The state of Florida has reluctantly agreed to pay Warren Buffett's Berkshire Hathaway $224 million now, in exchange for a promise it will be able to borrow $4 billion from Berkshire later, if the state gets severely slammed by hurricanes this year.
The deal is, essentially, insurance on insurance, one of Buffett's specialties.
Florida has a reinsurance operation called the Hurricane Catastrophe Fund, created after 1993's Hurricane Andrew, that provides "reimbursements to insurers for a portion of their catastrophic hurricane losses."
The goal: if insurance companies know they won't have to bear the full cost of unusually heavy hurricane damages, they can charge their customers lower premiums than they would if they had to be prepared for the worst.

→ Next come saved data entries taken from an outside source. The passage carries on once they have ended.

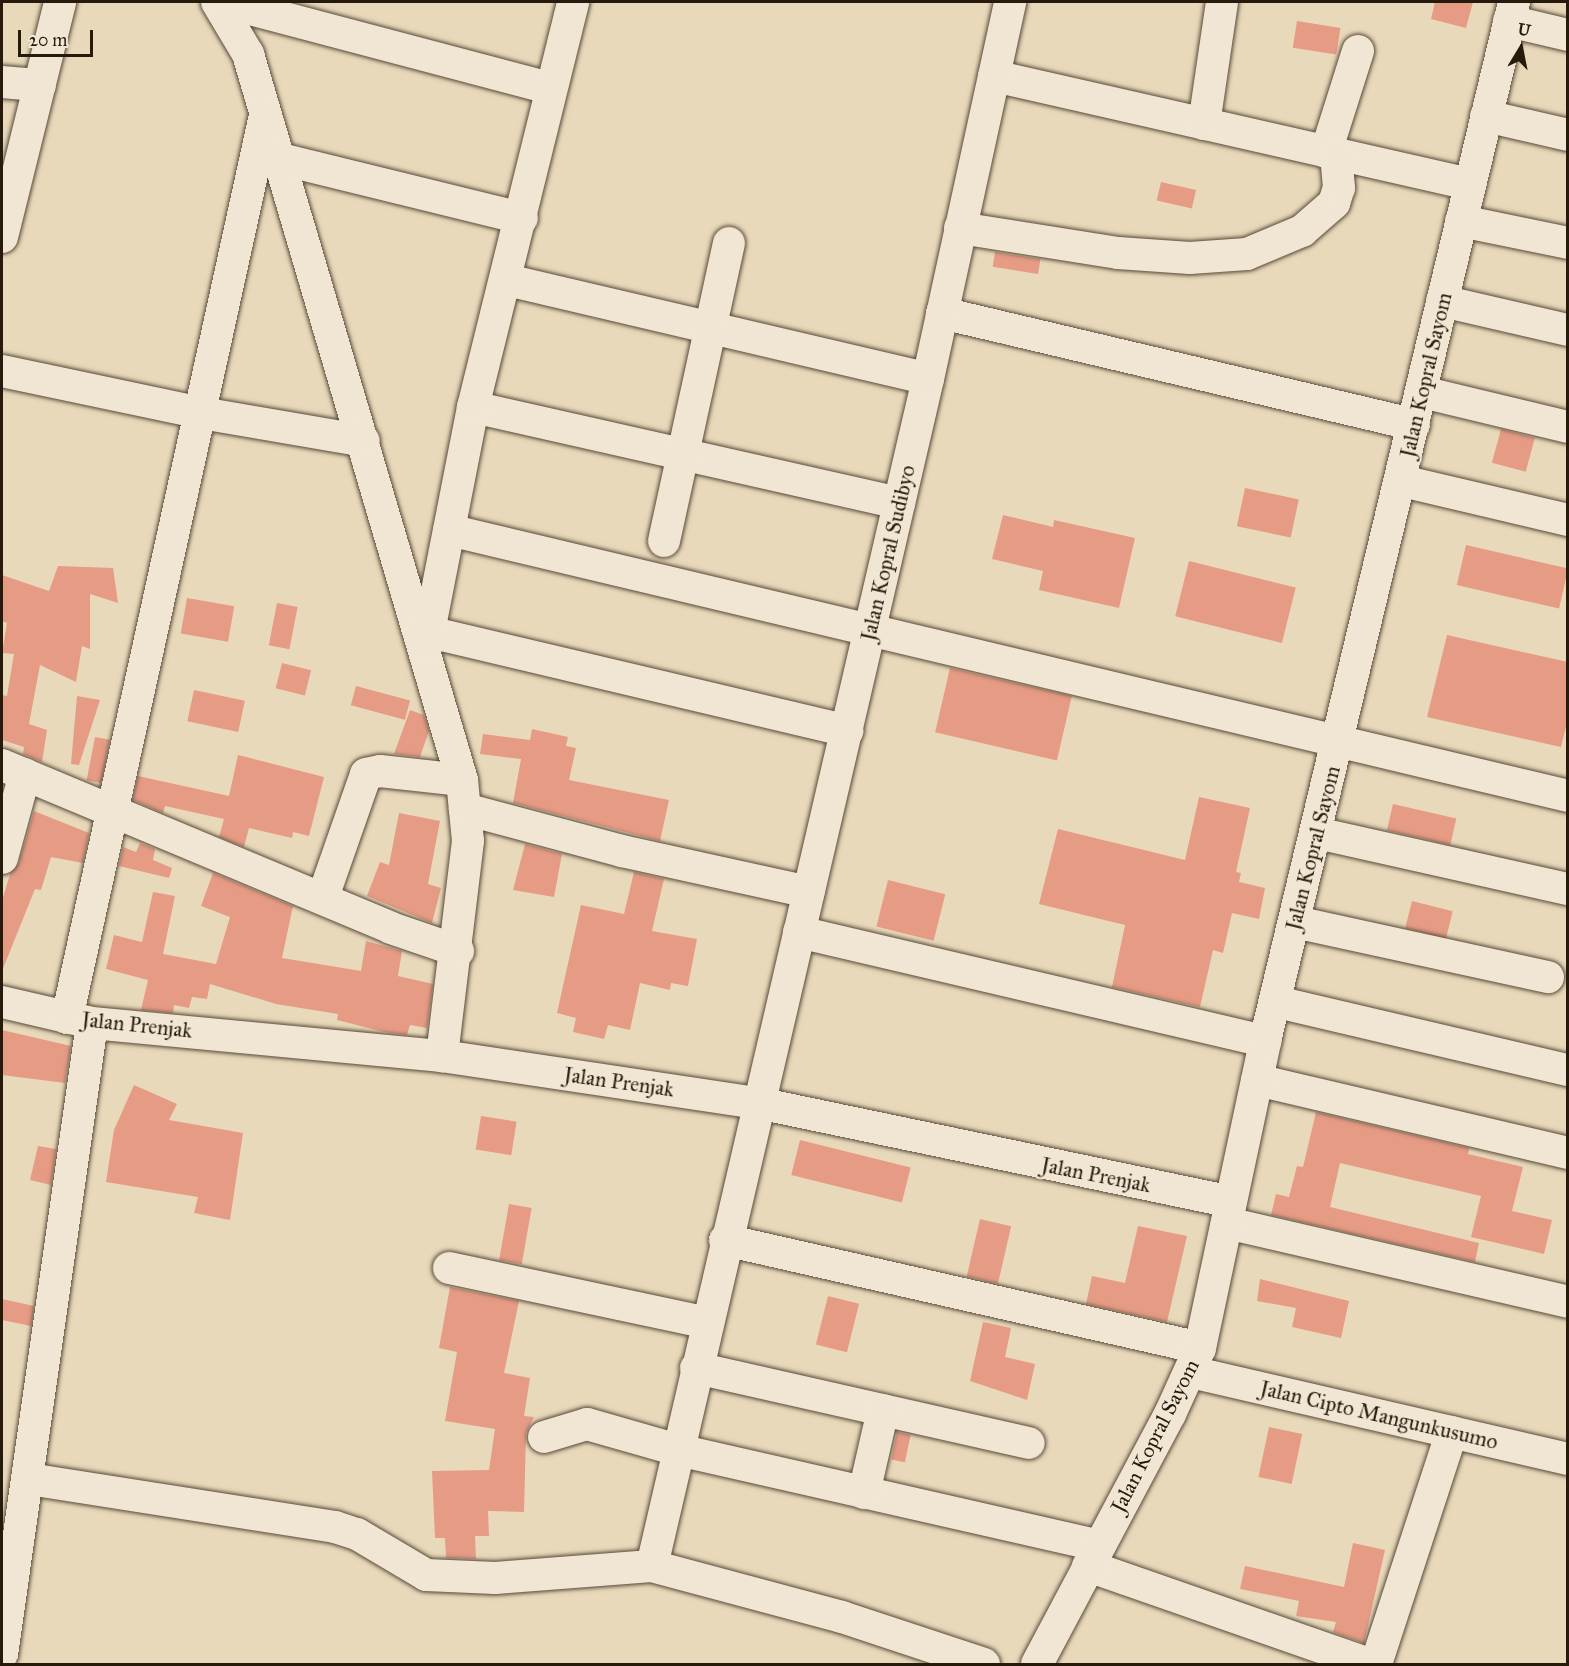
<!DOCTYPE html>
<html>
<head>
<meta charset="utf-8">
<style>
  body { margin:0 }
  #map { position:relative; width:1569px; height:1666px; overflow:hidden; background:#e9d9bb; font-family:"IM FELL Great Primer",serif }
  div>[style] { position:absolute }
  .building>* { inset:0; background:#e69b85; transform-origin:0 0 }
  .roads { filter:drop-shadow(0 0 2px #574a38) drop-shadow(0 0 2px #574a38) }
  .minor>* { height:32px; margin:-16px; padding:0 16px; transform-origin:16px; border-radius:16px; background:#f1e6d3 }
  span { translate:-50% -50%; white-space:nowrap; text-align:center; line-height:1.15; -webkit-text-stroke:4.5px #f1e6d3; paint-order:stroke }
  .street-label { font-size:21px; color:#261a0c }
  .frame { position:absolute; inset:0; border:3px solid #261a0c; pointer-events:none }
  .north { position:absolute; left:1491px; top:18px; width:60px; height:60px; -webkit-text-stroke:4px #f1e6d3; paint-order:stroke; rotate:10deg; font-size:16px; font-weight:700; line-height:24px; text-align:center; color:#261a0c }
  .north::after { content:''; display:block; margin:auto; width:21px; height:27px; background:#261a0c; clip-path:polygon(50% 0,100% 100%,50% 72%,0 100%) }
  .scale { position:absolute; left:18px; top:30px; width:75px; height:27px; box-sizing:border-box; border:3px solid #261a0c; border-top:0; padding-left:8px; font-size:18px; line-height:21px; white-space:nowrap; color:#261a0c; -webkit-text-stroke:4px #f1e6d3; paint-order:stroke }
</style>
</head>
<body>
<div id="map">
  <div class="building">
    <div style="clip-path:polygon(1435px 2px,1473px 2px,1466px 28px,1431px 19px)"></div>
    <div style="left:1297px;top:21px;width:44px;height:27px;rotate:9deg"></div>
    <div style="left:1161px;top:182px;width:36px;height:19px;rotate:13deg"></div>
    <div style="left:995px;top:252px;width:46px;height:15px;rotate:9deg"></div>
    <div style="left:1501px;top:429px;width:35px;height:35px;rotate:15deg"></div>
    <div style="left:1245px;top:488px;width:55px;height:39px;rotate:12deg"></div>
    <div style="clip-path:polygon(1003px 515px,1053px 527px,1054px 520px,1135px 538px,1119px 608px,1039px 590px,1043px 571px,992px 559px)"></div>
    <div style="left:1466px;top:545px;width:105px;height:41px;rotate:13deg"></div>
    <div style="left:1189px;top:561px;width:110px;height:57px;rotate:14deg"></div>
    <div style="clip-path:polygon(58px 566px,113px 568px,118px 603px,90px 594px,90px 649px,82px 646px,76px 682px,40px 665px,29px 724px,47px 730px,42px 762px,23px 754px,24px 747px,2px 740px,2px 695px,7px 696px,14px 654px,2px 653px,7px 623px,2px 621px,2px 575px,49px 591px)"></div>
    <div style="left:187px;top:598px;width:48px;height:36px;rotate:10deg"></div>
    <div style="left:277px;top:603px;width:21px;height:43px;rotate:11deg"></div>
    <div style="clip-path:polygon(1447px 635px,1568px 662px,1568px 719px,1561px 747px,1427px 717px)"></div>
    <div style="left:282px;top:663px;width:30px;height:26px;rotate:14deg"></div>
    <div style="left:950px;top:668px;width:125px;height:66px;rotate:13deg"></div>
    <div style="left:356px;top:686px;width:56px;height:20px;rotate:15deg"></div>
    <div style="left:194px;top:690px;width:52px;height:32px;rotate:12deg"></div>
    <div style="clip-path:polygon(77px 696px,100px 700px,79px 765px,71px 764px)"></div>
    <div style="clip-path:polygon(410px 710px,424px 715px,429px 731px,420px 757px,394px 754px)"></div>
    <div style="clip-path:polygon(532px 729px,568px 737px,566px 746px,576px 748px,569px 780px,669px 800px,660px 841px,513px 803px,521px 759px,480px 754px,483px 734px,530px 740px)"></div>
    <div style="left:95px;top:737px;width:15px;height:44px;rotate:11deg"></div>
    <div style="clip-path:polygon(238px 755px,324px 777px,309px 836px,293px 832px,292px 838px,249px 828px,244px 847px,219px 837px,224px 819px,165px 806px,163px 813px,133px 800px,138px 776px,229px 796px)"></div>
    <div style="clip-path:polygon(1199px 797px,1250px 808px,1236px 872px,1241px 873px,1239px 882px,1265px 888px,1259px 919px,1232px 913px,1223px 953px,1213px 950px,1200px 1007px,1112px 987px,1125px 925px,1039px 904px,1058px 829px,1185px 860px)"></div>
    <div style="left:1393px;top:804px;width:65px;height:27px;rotate:13deg"></div>
    <div style="clip-path:polygon(34px 811px,89px 833px,83px 863px,51px 857px,41px 890px,35px 889px,2px 971px,2px 901px,10px 874px,19px 863px)"></div>
    <div style="clip-path:polygon(399px 813px,440px 821px,428px 884px,441px 888px,432px 923px,367px 896px,380px 862px,389px 865px)"></div>
    <div style="clip-path:polygon(140px 843px,155px 849px,153px 860px,172px 868px,169px 878px,119px 866px,123px 847px,136px 852px)"></div>
    <div style="clip-path:polygon(525px 844px,562px 854px,554px 897px,513px 890px)"></div>
    <div style="clip-path:polygon(634px 872px,664px 879px,652px 931px,697px 939px,688px 986px,671px 983px,670px 990px,640px 983px,630px 1030px,608px 1025px,604px 1039px,573px 1032px,576px 1018px,557px 1013px,581px 905px,624px 914px)"></div>
    <div style="clip-path:polygon(213px 873px,293px 906px,282px 958px,361px 971px,366px 941px,402px 951px,398px 976px,433px 984px,427px 1028px,410px 1025px,407px 1035px,384px 1032px,337px 1020px,338px 1014px,276px 1004px,210px 984px,207px 999px,192px 997px,189px 1008px,174px 1005px,173px 1013px,141px 1010px,148px 980px,106px 969px,114px 935px,142px 942px,153px 892px,175px 896px,163px 954px,216px 964px,230px 917px,201px 906px)"></div>
    <div style="left:888px;top:880px;width:59px;height:48px;rotate:14deg"></div>
    <div style="left:1412px;top:901px;width:42px;height:28px;rotate:14deg"></div>
    <div style="clip-path:polygon(2px 1030px,71px 1046px,65px 1083px,2px 1075px)"></div>
    <div style="clip-path:polygon(134px 1085px,177px 1104px,169px 1120px,243px 1133px,230px 1220px,194px 1213px,198px 1197px,106px 1182px,114px 1130px)"></div>
    <div style="clip-path:polygon(1316px 1112px,1469px 1148px,1468px 1154px,1523px 1167px,1512px 1211px,1552px 1220px,1544px 1254px,1471px 1237px,1481px 1196px,1340px 1163px,1330px 1207px,1479px 1243px,1475px 1262px,1271px 1215px,1276px 1194px,1289px 1197px,1297px 1166px,1303px 1167px)"></div>
    <div style="left:481px;top:1116px;width:36px;height:34px;rotate:9deg"></div>
    <div style="left:800px;top:1140px;width:114px;height:36px;rotate:14deg"></div>
    <div style="clip-path:polygon(38px 1146px,56px 1149px,51px 1185px,30px 1180px)"></div>
    <div style="left:509px;top:1204px;width:23px;height:57px;rotate:10deg"></div>
    <div style="left:980px;top:1219px;width:32px;height:59px;rotate:13deg"></div>
    <div style="clip-path:polygon(1138px 1226px,1187px 1236px,1167px 1322px,1086px 1304px,1092px 1276px,1125px 1283px)"></div>
    <div style="clip-path:polygon(1260px 1279px,1349px 1301px,1341px 1338px,1292px 1327px,1296px 1308px,1257px 1301px)"></div>
    <div style="clip-path:polygon(450px 1287px,519px 1301px,504px 1373px,530px 1378px,524px 1416px,534px 1417px,526px 1433px,524px 1512px,488px 1511px,489px 1536px,475px 1536px,476px 1559px,446px 1558px,445px 1538px,435px 1538px,432px 1471px,489px 1470px,495px 1429px,445px 1421px,457px 1352px,439px 1348px)"></div>
    <div style="left:828px;top:1296px;width:32px;height:50px;rotate:14deg"></div>
    <div style="clip-path:polygon(2px 1299px,34px 1306px,31px 1326px,2px 1320px)"></div>
    <div style="clip-path:polygon(983px 1322px,1011px 1328px,1005px 1357px,1035px 1364px,1027px 1400px,970px 1381px)"></div>
    <div style="left:1269px;top:1427px;width:34px;height:51px;rotate:12deg"></div>
    <div style="left:897px;top:1432px;width:14px;height:28px;rotate:12deg"></div>
    <div style="clip-path:polygon(1353px 1543px,1385px 1550px,1364px 1643px,1333px 1632px,1336px 1622px,1296px 1616px,1299px 1601px,1240px 1589px,1245px 1566px,1344px 1587px)"></div>
  </div>
  <div class="roads">
    <div class="minor">
      <div style="left:217px;top:2px;width:61px;rotate:59.2deg"></div>
      <div style="left:248px;top:54px;width:757px;rotate:73.58deg"></div>
      <div style="left:462px;top:780px;width:61px;rotate:84.4deg"></div>
      <div style="left:468px;top:841px;width:217px;rotate:96.9deg"></div>
      <div style="left:224px;top:2px;width:336px;rotate:14.8deg"></div>
      <div style="left:1509px;top:21px;width:61px;rotate:13.3deg"></div>
      <div style="left:994px;top:76px;width:488px;rotate:12.8deg"></div>
      <div style="left:2px;top:82px;width:38px;rotate:5deg"></div>
      <div style="left:1486px;top:116px;width:84px;rotate:13deg"></div>
      <div style="left:1204px;top:124px;width:123px;rotate:-81.6deg"></div>
      <div style="left:1326px;top:152px;width:106px;rotate:-72.4deg"></div>
      <div style="left:281px;top:159px;width:248px;rotate:13.8deg"></div>
      <div style="left:1461px;top:221px;width:109px;rotate:11.6deg"></div>
      <div style="left:960px;top:228px;width:160px;rotate:9deg"></div>
      <div style="left:1118px;top:253px;width:72px;rotate:4deg"></div>
      <div style="left:1190px;top:258px;width:57px;rotate:-4deg"></div>
      <div style="left:1247px;top:254px;width:60px;rotate:-22.7deg"></div>
      <div style="left:1302px;top:231px;width:43px;rotate:-41.2deg"></div>
      <div style="left:1334px;top:203px;width:16px;rotate:-72deg"></div>
      <div style="left:1339px;top:188px;width:34px;rotate:-95deg"></div>
      <div style="left:2px;top:237px;width:242px;rotate:-76.1deg"></div>
      <div style="left:507px;top:280px;width:432px;rotate:13.2deg"></div>
      <div style="left:1442px;top:301px;width:129px;rotate:13deg"></div>
      <div style="left:942px;top:313px;width:485px;rotate:13.3deg"></div>
      <div style="left:2px;top:371px;width:203px;rotate:11.9deg"></div>
      <div style="left:201px;top:413px;width:165px;rotate:9.7deg"></div>
      <div style="left:1422px;top:392px;width:150px;rotate:13.5deg"></div>
      <div style="left:473px;top:407px;width:437px;rotate:12.7deg"></div>
      <div style="left:1402px;top:481px;width:171px;rotate:13.2deg"></div>
      <div style="left:449px;top:530px;width:1150px;rotate:13.37deg"></div>
      <div style="left:664px;top:541px;width:305px;rotate:-77.7deg"></div>
      <div style="left:429px;top:632px;width:430px;rotate:13.3deg"></div>
      <div style="left:426px;top:647px;width:245px;rotate:-78.9deg"></div>
      <div style="left:473px;top:407px;width:417px;rotate:-76.1deg"></div>
      <div style="left:2px;top:765px;width:422px;rotate:22.7deg"></div>
      <div style="left:391px;top:928px;width:71px;rotate:18.9deg"></div>
      <div style="left:465px;top:809px;width:163px;rotate:15deg"></div>
      <div style="left:622px;top:851px;width:191px;rotate:12.4deg"></div>
      <div style="left:1317px;top:833px;width:257px;rotate:12.6deg"></div>
      <div style="left:2px;top:858px;width:87px;rotate:-74.7deg"></div>
      <div style="left:323px;top:897px;width:130px;rotate:-70.7deg"></div>
      <div style="left:366px;top:774px;width:14px;rotate:-12deg"></div>
      <div style="left:380px;top:771px;width:82px;rotate:6.3deg"></div>
      <div style="left:1295px;top:922px;width:259px;rotate:12.3deg"></div>
      <div style="left:799px;top:932px;width:479px;rotate:13.2deg"></div>
      <div style="left:2px;top:1002px;width:92px;rotate:13.1deg"></div>
      <div style="left:92px;top:1023px;width:352px;rotate:5.4deg"></div>
      <div style="left:442px;top:1056px;width:319px;rotate:8.5deg"></div>
      <div style="left:758px;top:1103px;width:483px;rotate:11.8deg"></div>
      <div style="left:1277px;top:1002px;width:299px;rotate:13.2deg"></div>
      <div style="left:67px;top:1018px;width:924px;rotate:-77.63deg"></div>
      <div style="left:1257px;top:1080px;width:319px;rotate:13.2deg"></div>
      <div style="left:1227px;top:1223px;width:350px;rotate:13deg"></div>
      <div style="left:725px;top:1240px;width:487px;rotate:12.8deg"></div>
      <div style="left:449px;top:1268px;width:264px;rotate:12deg"></div>
      <div style="left:696px;top:1368px;width:341px;rotate:12.7deg"></div>
      <div style="left:1191px;top:1372px;width:387px;rotate:13deg"></div>
      <div style="left:544px;top:1437px;width:45px;rotate:-16.8deg"></div>
      <div style="left:587px;top:1424px;width:95px;rotate:15.9deg"></div>
      <div style="left:678px;top:1450px;width:432px;rotate:12.8deg"></div>
      <div style="left:29px;top:1479px;width:310px;rotate:8.9deg"></div>
      <div style="left:335px;top:1527px;width:23px;rotate:18deg"></div>
      <div style="left:357px;top:1534px;width:80px;rotate:30.7deg"></div>
      <div style="left:426px;top:1575px;width:69px;rotate:2.5deg"></div>
      <div style="left:495px;top:1578px;width:157px;rotate:-4.4deg"></div>
      <div style="left:864px;top:1493px;width:85px;rotate:-77.1deg"></div>
      <div style="left:1088px;top:1566px;width:299px;rotate:19.2deg"></div>
      <div style="left:2px;top:1654px;width:637px;rotate:-81.88deg"></div>
      <div style="left:984px;top:1664px;width:150px;rotate:-161.7deg"></div>
      <div style="left:842px;top:1617px;width:197px;rotate:-165deg"></div>
      <div style="left:652px;top:1566px;width:1219px;rotate:-76.91deg"></div>
      <div style="left:928px;top:379px;width:386px;rotate:-77.7deg"></div>
      <div style="left:1037px;top:1664px;width:283px;rotate:-62deg"></div>
      <div style="left:1170px;top:1414px;width:72px;rotate:-65.6deg"></div>
      <div style="left:1200px;top:1348px;width:314px;rotate:-78deg"></div>
      <div style="left:1265px;top:1041px;width:1068px;rotate:-76.52deg"></div>
      <div style="left:1376px;top:1664px;width:244px;rotate:-71.9deg"></div>
    </div>
  </div>
  <div class="street-label">
    <span style="left:1426px;top:375px;rotate:-77deg">Jalan Kopral Sayom</span>
    <span style="left:888px;top:553px;rotate:-77deg">Jalan Kopral Sudibyo</span>
    <span style="left:1313px;top:848px;rotate:-76deg">Jalan Kopral Sayom</span>
    <span style="left:137px;top:1025px;rotate:6deg">Jalan Prenjak</span>
    <span style="left:619px;top:1082px;rotate:8deg">Jalan Prenjak</span>
    <span style="left:1096px;top:1175px;rotate:11deg">Jalan Prenjak</span>
    <span style="left:1379px;top:1415px;rotate:13deg">Jalan Cipto Mangunkusumo</span>
    <span style="left:1155px;top:1436px;rotate:-63deg">Jalan Kopral Sayom</span>
  </div>
  <div class="frame"></div>
  <div class="north">U</div>
  <div class="scale">20 m</div>
</div>
</body>
</html>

The fund has $8 billion in cash right now, but officials are worried that weakness in the credit markets could make it hard for the state to borrow enough money to cover losses from an especially bad hurricane season.
That's where Buffett comes in. In exchange for a payment of $224 million now, Berkshire promises to loan Florida $4 billion dollars later. It would make the loan by purchasing 30-year tax-free bonds with a 6.5 percent coupon from the state.
But Berkshire only has to follow through if the Florida fund needs to cover more than $25 billion in losses this year.